⟨

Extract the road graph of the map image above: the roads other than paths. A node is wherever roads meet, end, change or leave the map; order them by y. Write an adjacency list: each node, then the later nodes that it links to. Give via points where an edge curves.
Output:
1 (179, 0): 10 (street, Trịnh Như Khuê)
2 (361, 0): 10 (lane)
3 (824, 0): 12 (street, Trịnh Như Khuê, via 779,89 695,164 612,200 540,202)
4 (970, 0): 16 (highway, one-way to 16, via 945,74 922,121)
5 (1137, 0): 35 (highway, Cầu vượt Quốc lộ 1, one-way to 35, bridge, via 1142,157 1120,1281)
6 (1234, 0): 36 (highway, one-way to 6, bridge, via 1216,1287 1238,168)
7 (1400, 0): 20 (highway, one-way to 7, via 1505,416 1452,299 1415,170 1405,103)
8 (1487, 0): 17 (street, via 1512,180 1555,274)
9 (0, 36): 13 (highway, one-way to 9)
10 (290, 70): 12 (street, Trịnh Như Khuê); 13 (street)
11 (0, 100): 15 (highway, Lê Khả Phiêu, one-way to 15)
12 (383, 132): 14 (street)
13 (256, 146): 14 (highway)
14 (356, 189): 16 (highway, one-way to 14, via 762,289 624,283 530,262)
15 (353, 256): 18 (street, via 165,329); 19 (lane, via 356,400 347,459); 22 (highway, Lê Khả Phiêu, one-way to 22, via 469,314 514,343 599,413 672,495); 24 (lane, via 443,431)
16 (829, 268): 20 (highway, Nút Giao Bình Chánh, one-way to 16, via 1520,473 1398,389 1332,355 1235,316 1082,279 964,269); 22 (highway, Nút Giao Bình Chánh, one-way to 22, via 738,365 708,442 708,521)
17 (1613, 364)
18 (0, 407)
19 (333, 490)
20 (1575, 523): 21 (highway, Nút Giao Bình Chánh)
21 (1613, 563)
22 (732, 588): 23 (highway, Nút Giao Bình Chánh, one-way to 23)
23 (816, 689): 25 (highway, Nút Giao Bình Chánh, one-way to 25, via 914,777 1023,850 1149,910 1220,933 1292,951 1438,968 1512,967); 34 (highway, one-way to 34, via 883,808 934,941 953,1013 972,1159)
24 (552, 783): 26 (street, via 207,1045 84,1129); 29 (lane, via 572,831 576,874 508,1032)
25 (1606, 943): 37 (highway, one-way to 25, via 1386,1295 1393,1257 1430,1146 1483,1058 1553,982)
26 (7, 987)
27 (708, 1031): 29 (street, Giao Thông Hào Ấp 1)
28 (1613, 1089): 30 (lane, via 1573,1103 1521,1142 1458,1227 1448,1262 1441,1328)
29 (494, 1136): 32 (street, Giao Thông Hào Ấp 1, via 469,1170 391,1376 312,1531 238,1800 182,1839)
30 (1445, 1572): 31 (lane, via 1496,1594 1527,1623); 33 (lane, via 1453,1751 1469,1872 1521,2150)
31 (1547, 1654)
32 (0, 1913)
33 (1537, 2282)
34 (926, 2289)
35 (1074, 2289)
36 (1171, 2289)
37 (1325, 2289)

⟩

## TASK REQUIREMENTS
Reproduce the data in full. Nothing in it may be altered.

## EXERCISE RESPONSE
Extract the road graph of the map image above: the roads other than paths. A node is wherever roads meet, end, change or leave the map; order them by y. Write an adjacency list: each node, then the later nodes that it links to. Give via points where an edge curves.
Output:
1 (179, 0): 10 (street, Trịnh Như Khuê)
2 (361, 0): 10 (lane)
3 (824, 0): 12 (street, Trịnh Như Khuê, via 779,89 695,164 612,200 540,202)
4 (970, 0): 16 (highway, one-way to 16, via 945,74 922,121)
5 (1137, 0): 35 (highway, Cầu vượt Quốc lộ 1, one-way to 35, bridge, via 1142,157 1120,1281)
6 (1234, 0): 36 (highway, one-way to 6, bridge, via 1216,1287 1238,168)
7 (1400, 0): 20 (highway, one-way to 7, via 1505,416 1452,299 1415,170 1405,103)
8 (1487, 0): 17 (street, via 1512,180 1555,274)
9 (0, 36): 13 (highway, one-way to 9)
10 (290, 70): 12 (street, Trịnh Như Khuê); 13 (street)
11 (0, 100): 15 (highway, Lê Khả Phiêu, one-way to 15)
12 (383, 132): 14 (street)
13 (256, 146): 14 (highway)
14 (356, 189): 16 (highway, one-way to 14, via 762,289 624,283 530,262)
15 (353, 256): 18 (street, via 165,329); 19 (lane, via 356,400 347,459); 22 (highway, Lê Khả Phiêu, one-way to 22, via 469,314 514,343 599,413 672,495); 24 (lane, via 443,431)
16 (829, 268): 20 (highway, Nút Giao Bình Chánh, one-way to 16, via 1520,473 1398,389 1332,355 1235,316 1082,279 964,269); 22 (highway, Nút Giao Bình Chánh, one-way to 22, via 738,365 708,442 708,521)
17 (1613, 364)
18 (0, 407)
19 (333, 490)
20 (1575, 523): 21 (highway, Nút Giao Bình Chánh)
21 (1613, 563)
22 (732, 588): 23 (highway, Nút Giao Bình Chánh, one-way to 23)
23 (816, 689): 25 (highway, Nút Giao Bình Chánh, one-way to 25, via 914,777 1023,850 1149,910 1220,933 1292,951 1438,968 1512,967); 34 (highway, one-way to 34, via 883,808 934,941 953,1013 972,1159)
24 (552, 783): 26 (street, via 207,1045 84,1129); 29 (lane, via 572,831 576,874 508,1032)
25 (1606, 943): 37 (highway, one-way to 25, via 1386,1295 1393,1257 1430,1146 1483,1058 1553,982)
26 (7, 987)
27 (708, 1031): 29 (street, Giao Thông Hào Ấp 1)
28 (1613, 1089): 30 (lane, via 1573,1103 1521,1142 1458,1227 1448,1262 1441,1328)
29 (494, 1136): 32 (street, Giao Thông Hào Ấp 1, via 469,1170 391,1376 312,1531 238,1800 182,1839)
30 (1445, 1572): 31 (lane, via 1496,1594 1527,1623); 33 (lane, via 1453,1751 1469,1872 1521,2150)
31 (1547, 1654)
32 (0, 1913)
33 (1537, 2282)
34 (926, 2289)
35 (1074, 2289)
36 (1171, 2289)
37 (1325, 2289)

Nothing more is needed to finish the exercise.